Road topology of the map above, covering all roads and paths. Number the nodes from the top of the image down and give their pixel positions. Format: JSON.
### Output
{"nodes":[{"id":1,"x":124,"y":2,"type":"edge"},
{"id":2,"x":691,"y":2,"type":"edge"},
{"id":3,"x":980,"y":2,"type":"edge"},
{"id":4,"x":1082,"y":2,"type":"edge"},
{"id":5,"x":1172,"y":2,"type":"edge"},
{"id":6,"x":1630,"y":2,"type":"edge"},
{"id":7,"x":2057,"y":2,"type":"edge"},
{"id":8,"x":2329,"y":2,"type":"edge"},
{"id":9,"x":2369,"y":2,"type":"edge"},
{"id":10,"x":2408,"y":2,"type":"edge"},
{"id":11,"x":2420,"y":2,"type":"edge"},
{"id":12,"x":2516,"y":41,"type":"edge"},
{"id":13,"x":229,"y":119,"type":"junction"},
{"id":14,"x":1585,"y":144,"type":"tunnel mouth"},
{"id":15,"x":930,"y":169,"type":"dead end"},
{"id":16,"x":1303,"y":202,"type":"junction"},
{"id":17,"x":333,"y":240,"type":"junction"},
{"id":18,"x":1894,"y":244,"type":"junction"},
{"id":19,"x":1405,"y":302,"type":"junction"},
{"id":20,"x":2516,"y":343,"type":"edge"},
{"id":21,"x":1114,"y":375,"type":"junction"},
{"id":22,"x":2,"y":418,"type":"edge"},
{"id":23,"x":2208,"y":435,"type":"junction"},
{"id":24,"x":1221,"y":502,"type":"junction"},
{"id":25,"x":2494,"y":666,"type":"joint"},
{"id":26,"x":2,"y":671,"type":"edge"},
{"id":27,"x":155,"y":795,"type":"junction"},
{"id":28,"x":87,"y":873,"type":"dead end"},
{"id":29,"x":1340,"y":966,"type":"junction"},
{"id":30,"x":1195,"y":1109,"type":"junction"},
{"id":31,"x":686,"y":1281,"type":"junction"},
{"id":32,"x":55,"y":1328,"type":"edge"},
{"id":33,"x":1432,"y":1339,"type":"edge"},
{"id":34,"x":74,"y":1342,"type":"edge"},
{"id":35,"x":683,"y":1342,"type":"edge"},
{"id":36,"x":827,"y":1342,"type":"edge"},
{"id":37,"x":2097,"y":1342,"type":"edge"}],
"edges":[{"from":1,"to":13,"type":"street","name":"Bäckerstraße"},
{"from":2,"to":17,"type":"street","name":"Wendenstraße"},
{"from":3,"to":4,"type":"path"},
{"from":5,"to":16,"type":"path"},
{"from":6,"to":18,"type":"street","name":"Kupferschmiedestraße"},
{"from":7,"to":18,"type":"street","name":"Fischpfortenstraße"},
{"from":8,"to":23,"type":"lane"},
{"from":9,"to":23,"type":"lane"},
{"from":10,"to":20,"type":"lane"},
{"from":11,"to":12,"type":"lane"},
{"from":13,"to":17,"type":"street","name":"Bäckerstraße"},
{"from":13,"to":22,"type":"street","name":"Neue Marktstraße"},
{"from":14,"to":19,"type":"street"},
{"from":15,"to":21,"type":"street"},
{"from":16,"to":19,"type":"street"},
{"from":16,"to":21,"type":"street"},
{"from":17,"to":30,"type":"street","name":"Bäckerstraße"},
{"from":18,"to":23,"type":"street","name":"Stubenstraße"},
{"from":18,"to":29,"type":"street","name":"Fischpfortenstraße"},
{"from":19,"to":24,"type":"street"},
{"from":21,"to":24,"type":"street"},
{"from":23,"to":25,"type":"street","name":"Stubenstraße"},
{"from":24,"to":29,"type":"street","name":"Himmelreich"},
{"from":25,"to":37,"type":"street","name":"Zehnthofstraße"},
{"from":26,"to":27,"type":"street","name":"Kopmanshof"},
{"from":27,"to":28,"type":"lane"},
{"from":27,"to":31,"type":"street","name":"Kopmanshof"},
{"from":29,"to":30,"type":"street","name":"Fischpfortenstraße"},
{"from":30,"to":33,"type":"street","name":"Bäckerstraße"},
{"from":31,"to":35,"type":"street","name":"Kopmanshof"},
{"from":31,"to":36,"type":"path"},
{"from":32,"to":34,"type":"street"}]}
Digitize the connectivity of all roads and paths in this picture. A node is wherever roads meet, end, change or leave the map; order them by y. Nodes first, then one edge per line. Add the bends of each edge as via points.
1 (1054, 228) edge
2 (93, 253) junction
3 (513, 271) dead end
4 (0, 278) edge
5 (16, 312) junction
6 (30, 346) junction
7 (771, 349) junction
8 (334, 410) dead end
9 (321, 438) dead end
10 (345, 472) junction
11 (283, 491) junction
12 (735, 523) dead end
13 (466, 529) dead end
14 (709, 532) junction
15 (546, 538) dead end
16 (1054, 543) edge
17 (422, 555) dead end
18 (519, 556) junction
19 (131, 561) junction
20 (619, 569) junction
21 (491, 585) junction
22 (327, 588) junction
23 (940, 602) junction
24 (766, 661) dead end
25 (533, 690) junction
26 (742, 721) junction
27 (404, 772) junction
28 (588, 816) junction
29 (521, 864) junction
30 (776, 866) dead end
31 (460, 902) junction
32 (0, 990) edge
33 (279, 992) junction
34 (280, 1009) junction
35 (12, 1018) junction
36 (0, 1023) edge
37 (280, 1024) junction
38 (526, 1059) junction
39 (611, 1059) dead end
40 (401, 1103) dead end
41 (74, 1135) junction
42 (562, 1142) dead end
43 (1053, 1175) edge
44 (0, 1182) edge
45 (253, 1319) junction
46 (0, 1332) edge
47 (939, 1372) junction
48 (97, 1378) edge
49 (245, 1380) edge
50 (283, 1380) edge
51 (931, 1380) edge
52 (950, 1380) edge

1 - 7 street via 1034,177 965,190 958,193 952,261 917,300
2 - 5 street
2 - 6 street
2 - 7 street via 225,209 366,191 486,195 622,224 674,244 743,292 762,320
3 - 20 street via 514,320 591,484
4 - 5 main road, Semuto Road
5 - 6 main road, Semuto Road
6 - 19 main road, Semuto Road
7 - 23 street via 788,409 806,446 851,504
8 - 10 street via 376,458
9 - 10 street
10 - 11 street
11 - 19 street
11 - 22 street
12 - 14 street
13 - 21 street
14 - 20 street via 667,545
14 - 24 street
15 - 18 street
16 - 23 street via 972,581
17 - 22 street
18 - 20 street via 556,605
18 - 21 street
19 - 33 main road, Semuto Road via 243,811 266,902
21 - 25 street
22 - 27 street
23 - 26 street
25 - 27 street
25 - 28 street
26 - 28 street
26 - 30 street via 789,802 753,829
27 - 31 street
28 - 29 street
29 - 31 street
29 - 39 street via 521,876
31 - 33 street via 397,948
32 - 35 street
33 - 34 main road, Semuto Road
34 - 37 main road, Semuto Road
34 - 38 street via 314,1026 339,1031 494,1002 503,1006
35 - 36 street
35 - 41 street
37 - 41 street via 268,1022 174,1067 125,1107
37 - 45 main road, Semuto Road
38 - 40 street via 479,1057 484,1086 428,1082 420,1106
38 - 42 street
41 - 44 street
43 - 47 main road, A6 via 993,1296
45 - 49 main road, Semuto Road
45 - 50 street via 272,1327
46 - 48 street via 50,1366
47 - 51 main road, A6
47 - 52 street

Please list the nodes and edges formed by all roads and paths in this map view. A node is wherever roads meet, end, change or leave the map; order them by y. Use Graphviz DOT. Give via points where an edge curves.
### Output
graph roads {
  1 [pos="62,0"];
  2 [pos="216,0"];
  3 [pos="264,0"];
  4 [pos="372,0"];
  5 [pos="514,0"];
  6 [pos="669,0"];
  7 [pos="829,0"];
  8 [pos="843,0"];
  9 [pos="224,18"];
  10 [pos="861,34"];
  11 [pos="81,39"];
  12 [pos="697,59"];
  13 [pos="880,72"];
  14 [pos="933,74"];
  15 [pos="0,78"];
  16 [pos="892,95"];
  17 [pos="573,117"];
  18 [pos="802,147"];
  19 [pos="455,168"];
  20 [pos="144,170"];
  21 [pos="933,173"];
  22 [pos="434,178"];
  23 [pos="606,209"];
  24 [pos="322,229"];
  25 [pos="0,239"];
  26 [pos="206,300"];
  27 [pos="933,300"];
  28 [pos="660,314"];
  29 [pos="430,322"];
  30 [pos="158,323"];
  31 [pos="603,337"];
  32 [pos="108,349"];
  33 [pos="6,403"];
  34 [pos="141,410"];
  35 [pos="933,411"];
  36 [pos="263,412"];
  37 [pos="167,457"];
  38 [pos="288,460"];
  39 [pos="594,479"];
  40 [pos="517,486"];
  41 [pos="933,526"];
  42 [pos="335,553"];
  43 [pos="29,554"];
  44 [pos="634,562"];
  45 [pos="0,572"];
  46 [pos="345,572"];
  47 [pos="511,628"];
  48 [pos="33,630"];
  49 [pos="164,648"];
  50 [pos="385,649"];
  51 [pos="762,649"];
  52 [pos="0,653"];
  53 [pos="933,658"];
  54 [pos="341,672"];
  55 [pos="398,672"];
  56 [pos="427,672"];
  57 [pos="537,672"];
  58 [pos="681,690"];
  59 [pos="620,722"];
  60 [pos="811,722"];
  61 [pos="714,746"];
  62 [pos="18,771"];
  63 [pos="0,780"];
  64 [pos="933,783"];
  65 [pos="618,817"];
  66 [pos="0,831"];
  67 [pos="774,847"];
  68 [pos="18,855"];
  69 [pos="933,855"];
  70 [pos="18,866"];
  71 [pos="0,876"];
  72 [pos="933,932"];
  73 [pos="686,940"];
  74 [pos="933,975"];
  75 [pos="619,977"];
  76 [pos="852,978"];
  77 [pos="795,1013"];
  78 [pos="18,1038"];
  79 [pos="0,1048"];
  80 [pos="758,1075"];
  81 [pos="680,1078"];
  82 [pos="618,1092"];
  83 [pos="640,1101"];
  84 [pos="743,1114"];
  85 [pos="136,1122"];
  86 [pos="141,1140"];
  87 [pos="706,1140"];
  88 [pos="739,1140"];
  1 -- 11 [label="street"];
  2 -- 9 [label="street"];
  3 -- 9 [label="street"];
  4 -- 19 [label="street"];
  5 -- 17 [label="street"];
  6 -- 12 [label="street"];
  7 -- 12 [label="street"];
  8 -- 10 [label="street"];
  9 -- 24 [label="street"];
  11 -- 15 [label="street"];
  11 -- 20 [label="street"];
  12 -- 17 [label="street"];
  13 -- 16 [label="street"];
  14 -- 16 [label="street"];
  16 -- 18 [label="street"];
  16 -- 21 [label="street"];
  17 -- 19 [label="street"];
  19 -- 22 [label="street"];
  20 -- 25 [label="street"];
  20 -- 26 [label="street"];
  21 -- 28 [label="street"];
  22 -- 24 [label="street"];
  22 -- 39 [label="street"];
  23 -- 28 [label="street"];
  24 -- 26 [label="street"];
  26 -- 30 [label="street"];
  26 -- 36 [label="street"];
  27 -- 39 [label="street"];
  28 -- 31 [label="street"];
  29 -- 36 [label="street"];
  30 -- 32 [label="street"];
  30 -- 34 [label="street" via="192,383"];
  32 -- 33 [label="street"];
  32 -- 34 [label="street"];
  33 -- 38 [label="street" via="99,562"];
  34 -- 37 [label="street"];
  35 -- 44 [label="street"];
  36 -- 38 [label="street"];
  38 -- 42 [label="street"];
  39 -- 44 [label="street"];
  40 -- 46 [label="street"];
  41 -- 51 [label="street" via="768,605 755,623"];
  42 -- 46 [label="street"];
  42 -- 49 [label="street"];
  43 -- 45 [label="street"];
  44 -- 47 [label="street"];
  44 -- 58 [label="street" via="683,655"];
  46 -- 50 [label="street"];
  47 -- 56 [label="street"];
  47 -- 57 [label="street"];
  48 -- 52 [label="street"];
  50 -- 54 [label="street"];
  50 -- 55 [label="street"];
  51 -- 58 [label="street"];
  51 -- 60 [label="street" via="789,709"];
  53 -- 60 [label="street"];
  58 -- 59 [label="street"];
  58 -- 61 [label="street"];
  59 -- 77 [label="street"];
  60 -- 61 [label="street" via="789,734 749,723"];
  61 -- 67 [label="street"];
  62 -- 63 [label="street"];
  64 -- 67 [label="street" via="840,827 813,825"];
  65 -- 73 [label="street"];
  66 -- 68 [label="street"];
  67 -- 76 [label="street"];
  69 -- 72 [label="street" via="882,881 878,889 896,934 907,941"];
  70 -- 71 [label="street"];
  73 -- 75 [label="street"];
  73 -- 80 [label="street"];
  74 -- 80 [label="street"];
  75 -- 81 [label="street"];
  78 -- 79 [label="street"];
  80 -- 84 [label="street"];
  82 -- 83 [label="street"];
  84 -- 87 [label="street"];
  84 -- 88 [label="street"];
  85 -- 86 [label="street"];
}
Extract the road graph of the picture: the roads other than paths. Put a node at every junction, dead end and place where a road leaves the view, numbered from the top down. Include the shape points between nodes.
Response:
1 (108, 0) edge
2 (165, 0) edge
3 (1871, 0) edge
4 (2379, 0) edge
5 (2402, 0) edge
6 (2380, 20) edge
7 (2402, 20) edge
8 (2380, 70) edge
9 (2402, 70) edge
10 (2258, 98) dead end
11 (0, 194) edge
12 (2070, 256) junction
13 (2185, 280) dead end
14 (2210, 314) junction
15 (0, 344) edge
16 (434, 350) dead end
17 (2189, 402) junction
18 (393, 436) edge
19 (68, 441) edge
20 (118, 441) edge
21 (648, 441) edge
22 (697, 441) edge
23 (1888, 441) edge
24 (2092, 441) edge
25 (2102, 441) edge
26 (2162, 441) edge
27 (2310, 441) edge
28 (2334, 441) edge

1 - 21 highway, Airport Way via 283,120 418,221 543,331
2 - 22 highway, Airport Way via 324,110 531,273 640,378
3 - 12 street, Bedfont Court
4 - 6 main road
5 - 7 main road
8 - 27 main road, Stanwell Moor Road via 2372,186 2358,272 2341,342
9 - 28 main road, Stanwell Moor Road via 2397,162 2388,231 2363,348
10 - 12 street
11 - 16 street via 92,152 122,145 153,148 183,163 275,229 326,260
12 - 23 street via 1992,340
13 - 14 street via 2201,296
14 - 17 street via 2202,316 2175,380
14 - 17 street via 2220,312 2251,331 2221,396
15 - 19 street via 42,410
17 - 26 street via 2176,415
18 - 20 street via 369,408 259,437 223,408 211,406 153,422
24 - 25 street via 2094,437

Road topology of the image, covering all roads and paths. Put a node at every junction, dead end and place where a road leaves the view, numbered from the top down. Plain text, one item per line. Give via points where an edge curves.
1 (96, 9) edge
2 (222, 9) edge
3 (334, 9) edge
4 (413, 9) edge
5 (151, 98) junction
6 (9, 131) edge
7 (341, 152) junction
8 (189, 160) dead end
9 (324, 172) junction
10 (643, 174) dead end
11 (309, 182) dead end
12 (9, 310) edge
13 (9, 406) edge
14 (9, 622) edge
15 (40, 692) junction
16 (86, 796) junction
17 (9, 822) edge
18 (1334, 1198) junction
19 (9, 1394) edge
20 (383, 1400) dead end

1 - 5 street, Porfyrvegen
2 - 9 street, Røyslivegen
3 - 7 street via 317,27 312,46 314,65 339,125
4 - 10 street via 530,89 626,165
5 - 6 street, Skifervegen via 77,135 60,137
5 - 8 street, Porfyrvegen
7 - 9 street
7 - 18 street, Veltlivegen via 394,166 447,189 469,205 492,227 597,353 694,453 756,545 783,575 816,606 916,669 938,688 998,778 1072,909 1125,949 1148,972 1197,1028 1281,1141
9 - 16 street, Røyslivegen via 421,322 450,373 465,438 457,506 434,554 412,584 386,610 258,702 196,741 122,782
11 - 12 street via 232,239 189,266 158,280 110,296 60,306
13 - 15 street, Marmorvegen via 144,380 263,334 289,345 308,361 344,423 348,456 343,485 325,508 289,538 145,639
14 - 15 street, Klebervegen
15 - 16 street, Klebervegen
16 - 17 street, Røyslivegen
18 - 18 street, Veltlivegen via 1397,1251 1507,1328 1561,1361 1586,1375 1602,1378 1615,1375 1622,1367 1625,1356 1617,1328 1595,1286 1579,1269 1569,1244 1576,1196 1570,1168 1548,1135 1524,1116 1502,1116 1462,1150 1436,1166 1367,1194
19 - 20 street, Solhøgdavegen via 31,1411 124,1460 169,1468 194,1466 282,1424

=-=-=-=-=

* _WHAT YOU SHOULD DO_
What lines of the material above contain "Moor"? Return each of them.

* _EXERCISE RESULT_
8 - 27 main road, Stanwell Moor Road via 2372,186 2358,272 2341,342
9 - 28 main road, Stanwell Moor Road via 2397,162 2388,231 2363,348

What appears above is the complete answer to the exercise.